L'équipe a émis l'hypothèse que les structures étaient soit une sorte de vaisseau lymphatique, tapissé de cellules contenant ou recouvertes de bêta-amyloïde, soit une forme de protéine pouvant se développer en fibres solides qui semblent contribuer à la maladie d'Alzheimer, mais se trouvent parfois également dans les cerveaux non affectés.
Pour le savoir, les chercheurs ont appliqué des marqueurs protéiques qui mettent en évidence les vaisseaux lymphatiques sur des tranches de cerveau de souris. Ceux-ci coloraient systématiquement les structures en forme de tube, bien que moins fortement que les vaisseaux lymphatiques connus des mêmes animaux. Cela les a incités à nommer ces structures des vaisseaux lymphatiques à l’échelle nanométrique, ou NLV, et à conclure qu’il ne s’agissait pas d’une forme de bêta-amyloïde.
Mais Eide dit que la faible coloration suggère que les NLV ne sont peut-être pas des vaisseaux lymphatiques, car ces marqueurs peuvent également se lier aux tissus non lymphatiques. « Il s'agit d'un nouveau type de structure dont nous ne connaissions pas l'existence auparavant – mais on ne sait pas vraiment, de quoi s'agit-il réellement ? »
Une possibilité est que les structures soient un artefact causé par la technique d'imagerie utilisée, explique Christopher Brown de l'Université de Southampton, au Royaume-Uni. Par exemple, si l’échantillon de tissu se dilatait de manière inégale, cela pourrait entraîner des fractures semblables à des vaisseaux, dit-il.

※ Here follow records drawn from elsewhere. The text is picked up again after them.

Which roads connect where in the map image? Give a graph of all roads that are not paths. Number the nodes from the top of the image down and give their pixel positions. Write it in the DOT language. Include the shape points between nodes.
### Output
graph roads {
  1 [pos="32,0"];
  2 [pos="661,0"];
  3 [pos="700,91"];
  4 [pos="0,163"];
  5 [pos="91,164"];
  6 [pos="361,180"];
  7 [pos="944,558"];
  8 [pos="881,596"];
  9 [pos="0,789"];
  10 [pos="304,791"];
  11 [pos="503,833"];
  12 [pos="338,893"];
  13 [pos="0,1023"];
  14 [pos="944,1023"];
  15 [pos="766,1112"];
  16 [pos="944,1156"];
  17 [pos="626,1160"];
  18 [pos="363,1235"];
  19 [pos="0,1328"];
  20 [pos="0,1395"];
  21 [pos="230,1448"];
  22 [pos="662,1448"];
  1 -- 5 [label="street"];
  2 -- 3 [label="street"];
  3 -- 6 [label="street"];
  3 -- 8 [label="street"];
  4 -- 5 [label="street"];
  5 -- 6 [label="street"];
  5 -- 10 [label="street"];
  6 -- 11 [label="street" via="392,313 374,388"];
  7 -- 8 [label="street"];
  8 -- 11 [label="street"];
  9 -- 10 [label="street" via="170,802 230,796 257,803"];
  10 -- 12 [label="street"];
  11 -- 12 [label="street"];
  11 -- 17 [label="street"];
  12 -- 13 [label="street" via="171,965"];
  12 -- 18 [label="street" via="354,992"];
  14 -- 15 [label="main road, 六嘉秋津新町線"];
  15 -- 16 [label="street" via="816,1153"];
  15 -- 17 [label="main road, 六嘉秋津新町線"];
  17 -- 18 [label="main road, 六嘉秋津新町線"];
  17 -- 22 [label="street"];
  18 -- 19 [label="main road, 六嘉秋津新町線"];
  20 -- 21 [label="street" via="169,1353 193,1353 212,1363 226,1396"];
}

Cela pourrait expliquer pourquoi les études d'imagerie cérébrale antérieures utilisant des techniques plus fiables, telles que la microscopie électronique, n'ont jamais signalé de NLV auparavant, explique Brown. L'équipe prévoit de l'utiliser dans les prochaines semaines, explique Gu, qui ajoute que des études antérieures pourraient avoir confondu les NLV avec des axones, de longues projections de neurones qui se ressemblent.
« Je suis sûr à 90 pour cent que c'est ce que nous pensons », déclare Ran, faisant référence à une autre étude de l'équipe dans laquelle la bêta-amyloïde marquée par fluorescence dans le cerveau de souris semblait pénétrer dans les NLV proches, suggérant qu'elles transportaient des déchets liquides.
S'ils sont confirmés par d'autres groupes de recherche, ces résultats pourraient nous aider à comprendre la maladie d'Alzheimer et d'autres affections associées à des protéines mal repliées, comme la maladie de Parkinson. Cela pourrait même conduire à des médicaments traitant de telles affections, dit Brown, par exemple, si la dilatation des vaisseaux améliore l'élimination des liquides résiduaires.